BitTorrent gilt als wohlmöglich schnellste P2P-Software, aber noch immer auch als recht umständlich: Per Browser oder E-Mail muss man sich zunächst Torrent-Dateien suchen, mit deren Hilfe man dann per BitTorrent-Client einen "Tracker" findet, der wiederum weiß, von wem man die eigentliche Datei beziehen kann. Jetzt integriert Opera als erster Browser-Entwickler das in jeder Hinsicht umstrittene P2P-Protokoll.
Die Norweger sehen zurecht "zahlreiche legale Anwendungen" und wollen auch ihre eigenen Produkt-Updates künftig per Torrent verteilen.
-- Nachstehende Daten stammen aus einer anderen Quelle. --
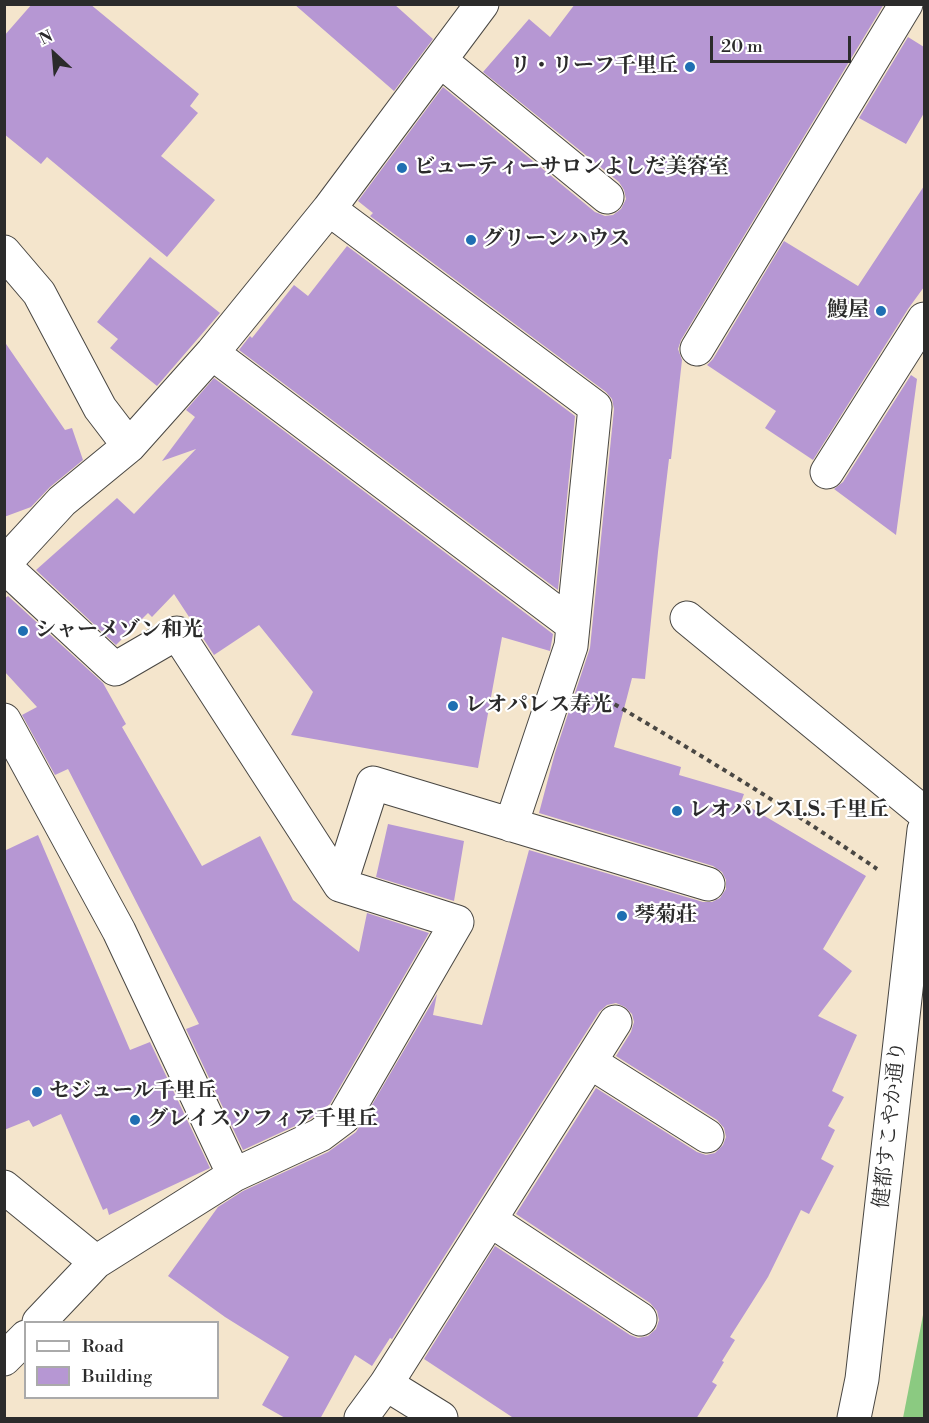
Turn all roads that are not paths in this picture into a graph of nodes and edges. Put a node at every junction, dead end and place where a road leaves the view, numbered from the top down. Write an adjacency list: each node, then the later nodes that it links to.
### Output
1 (482, 4): 3 (street)
2 (906, 4): 8 (street)
3 (441, 61): 4 (street); 5 (street)
4 (607, 197)
5 (329, 209): 9 (street); 14 (street)
6 (4, 252): 10 (street)
7 (924, 319): 11 (street)
8 (697, 349)
9 (212, 353): 10 (street); 14 (street)
10 (129, 446): 12 (street)
11 (828, 472)
12 (4, 565): 20 (street)
13 (687, 618): 16 (street)
14 (573, 625): 17 (street)
15 (4, 720): 24 (street)
16 (924, 813)
17 (511, 825): 19 (street); 20 (street)
18 (924, 830): 35 (street, 健都すこやか通り)
19 (708, 884)
20 (340, 885): 24 (street)
21 (615, 1022): 22 (street)
22 (590, 1062): 23 (street); 26 (street)
23 (706, 1136)
24 (234, 1175): 27 (street)
25 (4, 1187): 27 (street)
26 (490, 1220): 28 (street); 32 (street)
27 (96, 1262): 29 (street)
28 (640, 1319)
29 (41, 1321)
30 (24, 1339): 31 (street)
31 (4, 1359)
32 (386, 1384): 33 (street); 34 (street)
33 (361, 1419)
34 (441, 1419)
35 (854, 1419)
Das ist eine deutliche Distanzierung von der ja wohl häufigsten Nutzung von BitTorrent, der illegalen Verteilung von Filmen im Netz. Obwohl BitTorrent von immer mehr Unternehmen für legale Zwecke eingesetzt wird, gehen die Lobbyverbände der Entertainmentindustrie in den letzten Monaten vermehrt gegen Torrent-Webseiten und -Nutzer vor.
Die Norweger bezeichnen die letzte Woche erstmals vorgestellte Browserversion 8.02 als "Technology Preview" und weisen ausdrücklich darauf hin, dass das Programm zu Testzwecken, nicht aber als vollwertiger Browser heruntergeladen werden sollte.